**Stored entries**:
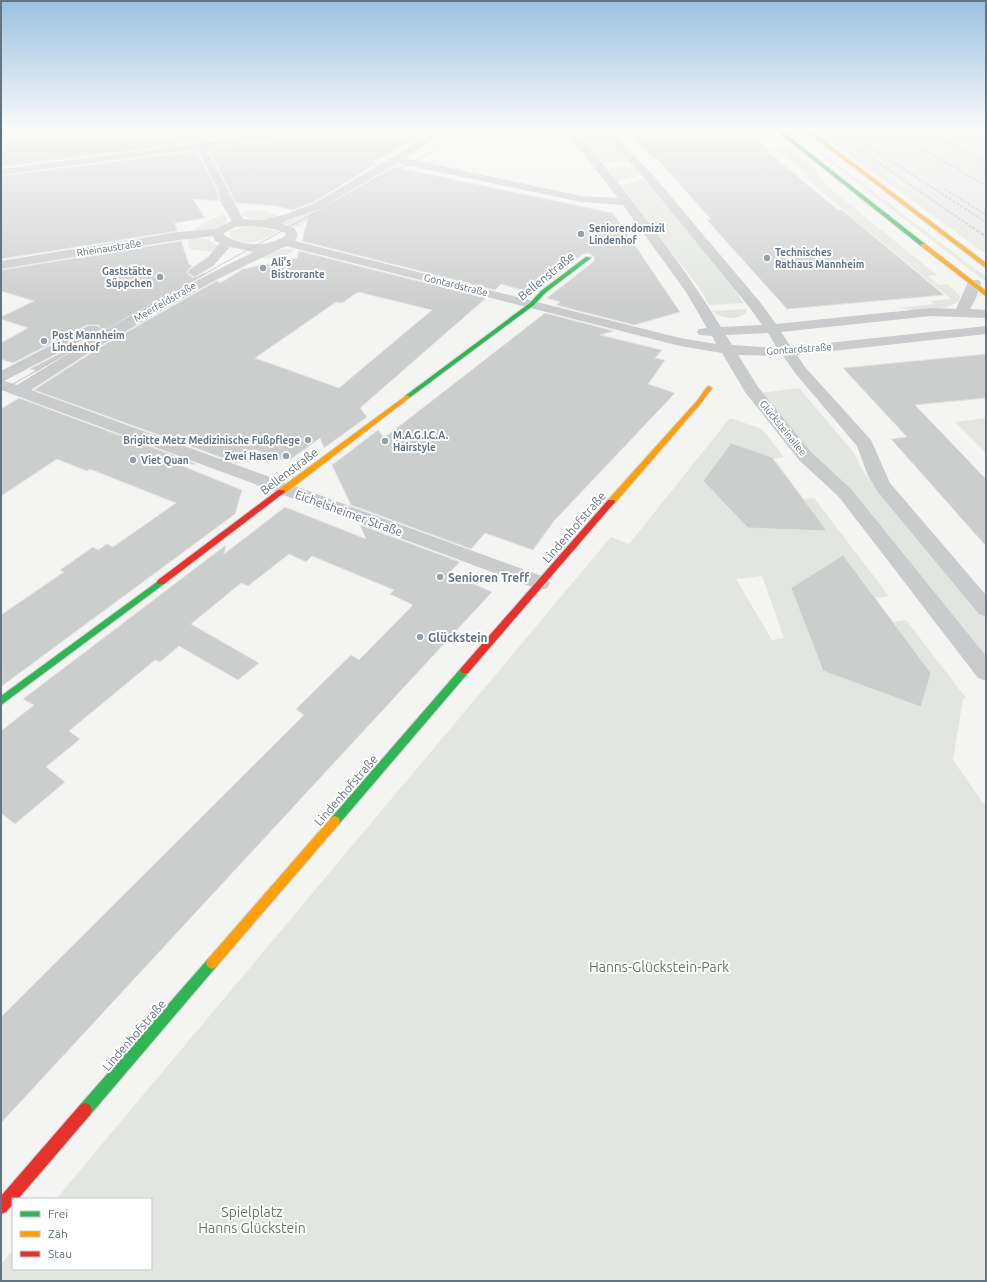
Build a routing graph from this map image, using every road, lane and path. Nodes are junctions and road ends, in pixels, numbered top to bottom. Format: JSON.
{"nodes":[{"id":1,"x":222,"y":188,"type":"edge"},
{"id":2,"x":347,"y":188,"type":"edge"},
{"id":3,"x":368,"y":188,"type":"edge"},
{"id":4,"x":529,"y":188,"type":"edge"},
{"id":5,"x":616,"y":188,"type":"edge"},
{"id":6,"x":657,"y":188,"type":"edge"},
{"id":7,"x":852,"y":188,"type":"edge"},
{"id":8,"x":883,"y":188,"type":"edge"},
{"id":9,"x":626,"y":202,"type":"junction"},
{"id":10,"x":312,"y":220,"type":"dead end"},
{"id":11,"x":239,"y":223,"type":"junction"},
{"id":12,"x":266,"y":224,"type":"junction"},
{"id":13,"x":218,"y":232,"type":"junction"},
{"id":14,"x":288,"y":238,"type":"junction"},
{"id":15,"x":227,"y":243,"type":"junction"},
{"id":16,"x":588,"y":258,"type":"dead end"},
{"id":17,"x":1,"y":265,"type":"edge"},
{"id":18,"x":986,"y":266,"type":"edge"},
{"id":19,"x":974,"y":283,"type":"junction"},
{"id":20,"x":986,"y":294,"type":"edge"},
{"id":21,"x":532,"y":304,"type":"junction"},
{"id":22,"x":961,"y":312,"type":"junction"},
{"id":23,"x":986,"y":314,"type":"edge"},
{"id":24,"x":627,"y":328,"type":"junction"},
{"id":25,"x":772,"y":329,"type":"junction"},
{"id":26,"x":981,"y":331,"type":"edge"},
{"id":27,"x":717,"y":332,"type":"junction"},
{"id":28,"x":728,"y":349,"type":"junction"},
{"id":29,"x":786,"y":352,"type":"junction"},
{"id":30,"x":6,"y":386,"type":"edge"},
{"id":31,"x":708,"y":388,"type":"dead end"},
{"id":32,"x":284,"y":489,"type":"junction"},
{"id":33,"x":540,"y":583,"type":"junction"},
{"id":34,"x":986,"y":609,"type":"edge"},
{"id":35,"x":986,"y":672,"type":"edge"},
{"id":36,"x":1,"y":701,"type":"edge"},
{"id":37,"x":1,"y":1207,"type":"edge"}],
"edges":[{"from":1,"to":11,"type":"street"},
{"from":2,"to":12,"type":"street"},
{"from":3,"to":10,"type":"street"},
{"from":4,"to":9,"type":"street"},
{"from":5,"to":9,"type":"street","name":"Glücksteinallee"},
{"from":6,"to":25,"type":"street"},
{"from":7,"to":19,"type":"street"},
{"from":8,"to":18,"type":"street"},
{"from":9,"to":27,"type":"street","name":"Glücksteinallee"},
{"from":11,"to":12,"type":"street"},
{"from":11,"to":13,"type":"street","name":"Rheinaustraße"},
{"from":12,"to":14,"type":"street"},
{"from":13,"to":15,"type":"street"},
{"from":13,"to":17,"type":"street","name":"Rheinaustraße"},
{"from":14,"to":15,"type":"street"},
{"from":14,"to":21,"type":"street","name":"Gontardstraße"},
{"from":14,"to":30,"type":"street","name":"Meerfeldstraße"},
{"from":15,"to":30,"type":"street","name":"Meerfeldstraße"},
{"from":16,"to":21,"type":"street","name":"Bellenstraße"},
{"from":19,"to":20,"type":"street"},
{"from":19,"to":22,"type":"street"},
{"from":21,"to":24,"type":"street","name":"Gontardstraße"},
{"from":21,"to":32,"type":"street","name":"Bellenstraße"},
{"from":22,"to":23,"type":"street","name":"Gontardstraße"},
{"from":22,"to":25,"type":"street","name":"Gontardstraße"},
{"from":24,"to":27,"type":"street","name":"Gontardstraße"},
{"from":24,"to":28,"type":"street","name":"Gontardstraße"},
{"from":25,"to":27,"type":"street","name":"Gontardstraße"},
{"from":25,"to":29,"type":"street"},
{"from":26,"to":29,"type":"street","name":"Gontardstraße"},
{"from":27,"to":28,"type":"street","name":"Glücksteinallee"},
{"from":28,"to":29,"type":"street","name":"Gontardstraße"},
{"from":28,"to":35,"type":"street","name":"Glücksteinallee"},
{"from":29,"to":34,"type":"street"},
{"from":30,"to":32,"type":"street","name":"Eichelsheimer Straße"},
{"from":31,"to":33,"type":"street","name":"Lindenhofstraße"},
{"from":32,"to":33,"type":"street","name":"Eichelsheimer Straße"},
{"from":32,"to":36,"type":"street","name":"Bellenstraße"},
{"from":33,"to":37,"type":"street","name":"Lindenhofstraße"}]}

**TASK ITEM**: Take every line from the data above that holds "Bellenstraße" and copy it out.

**RESPONSE TO THE TASK**:
{"from":16,"to":21,"type":"street","name":"Bellenstraße"},
{"from":21,"to":32,"type":"street","name":"Bellenstraße"},
{"from":32,"to":36,"type":"street","name":"Bellenstraße"},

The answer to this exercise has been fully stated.